Input records Start Marker
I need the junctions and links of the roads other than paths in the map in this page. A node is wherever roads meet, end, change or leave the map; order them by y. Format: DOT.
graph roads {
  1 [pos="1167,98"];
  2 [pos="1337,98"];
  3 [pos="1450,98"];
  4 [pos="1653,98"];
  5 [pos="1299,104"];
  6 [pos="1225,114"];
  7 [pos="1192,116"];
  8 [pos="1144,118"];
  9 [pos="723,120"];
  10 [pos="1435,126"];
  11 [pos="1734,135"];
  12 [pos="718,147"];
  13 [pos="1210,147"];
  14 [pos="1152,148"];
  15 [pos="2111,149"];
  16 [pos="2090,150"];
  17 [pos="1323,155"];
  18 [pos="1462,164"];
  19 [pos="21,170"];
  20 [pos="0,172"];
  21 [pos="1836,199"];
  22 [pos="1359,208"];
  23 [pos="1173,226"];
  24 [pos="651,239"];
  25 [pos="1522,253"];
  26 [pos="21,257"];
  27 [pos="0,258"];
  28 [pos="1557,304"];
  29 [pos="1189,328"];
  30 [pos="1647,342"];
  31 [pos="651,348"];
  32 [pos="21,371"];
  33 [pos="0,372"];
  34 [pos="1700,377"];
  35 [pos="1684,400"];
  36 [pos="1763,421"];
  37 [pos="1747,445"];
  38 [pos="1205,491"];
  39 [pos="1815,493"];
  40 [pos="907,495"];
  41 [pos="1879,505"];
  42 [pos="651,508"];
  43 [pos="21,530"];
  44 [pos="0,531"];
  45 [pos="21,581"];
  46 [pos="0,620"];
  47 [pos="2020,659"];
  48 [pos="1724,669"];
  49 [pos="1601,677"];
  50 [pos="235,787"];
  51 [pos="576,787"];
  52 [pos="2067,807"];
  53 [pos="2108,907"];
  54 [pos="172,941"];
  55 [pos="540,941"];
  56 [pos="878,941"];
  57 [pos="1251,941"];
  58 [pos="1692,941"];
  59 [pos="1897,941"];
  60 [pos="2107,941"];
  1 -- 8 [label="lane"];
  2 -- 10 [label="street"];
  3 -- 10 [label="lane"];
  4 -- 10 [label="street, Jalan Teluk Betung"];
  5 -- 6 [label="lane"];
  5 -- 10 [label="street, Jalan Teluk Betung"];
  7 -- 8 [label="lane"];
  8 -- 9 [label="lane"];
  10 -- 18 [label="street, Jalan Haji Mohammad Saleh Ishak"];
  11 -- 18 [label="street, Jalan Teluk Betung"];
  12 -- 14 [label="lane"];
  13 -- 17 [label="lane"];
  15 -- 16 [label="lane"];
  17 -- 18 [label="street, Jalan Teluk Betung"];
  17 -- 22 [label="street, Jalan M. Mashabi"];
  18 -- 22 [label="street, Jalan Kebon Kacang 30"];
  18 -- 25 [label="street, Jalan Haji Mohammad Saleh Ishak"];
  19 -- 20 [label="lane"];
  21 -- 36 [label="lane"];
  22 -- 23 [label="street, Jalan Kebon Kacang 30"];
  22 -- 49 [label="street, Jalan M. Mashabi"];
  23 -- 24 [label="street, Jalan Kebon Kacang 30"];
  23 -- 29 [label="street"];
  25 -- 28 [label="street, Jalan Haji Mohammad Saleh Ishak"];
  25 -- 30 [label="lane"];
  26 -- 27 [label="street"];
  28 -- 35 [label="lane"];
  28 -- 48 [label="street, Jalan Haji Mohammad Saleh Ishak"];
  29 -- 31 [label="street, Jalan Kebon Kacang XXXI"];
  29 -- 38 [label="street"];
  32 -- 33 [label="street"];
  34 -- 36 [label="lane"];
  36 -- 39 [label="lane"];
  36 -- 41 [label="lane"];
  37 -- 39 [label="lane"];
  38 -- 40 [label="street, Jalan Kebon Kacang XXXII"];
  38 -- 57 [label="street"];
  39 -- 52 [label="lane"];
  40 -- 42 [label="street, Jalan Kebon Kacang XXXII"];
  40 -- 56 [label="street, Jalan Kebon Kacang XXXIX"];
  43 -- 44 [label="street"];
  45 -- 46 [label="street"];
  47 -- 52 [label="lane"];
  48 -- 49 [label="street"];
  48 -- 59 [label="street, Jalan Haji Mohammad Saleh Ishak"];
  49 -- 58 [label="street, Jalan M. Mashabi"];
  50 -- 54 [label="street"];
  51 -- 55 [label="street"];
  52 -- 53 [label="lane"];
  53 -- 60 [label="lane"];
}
Input records End Marker
* [To do]
Every line that holds the string "roads" must be copied from the records above.

* [Problem solution]
I need the junctions and links of the roads other than paths in the map in this page. A node is wherever roads meet, end, change or leave the map; order them by y. Format: DOT.
graph roads {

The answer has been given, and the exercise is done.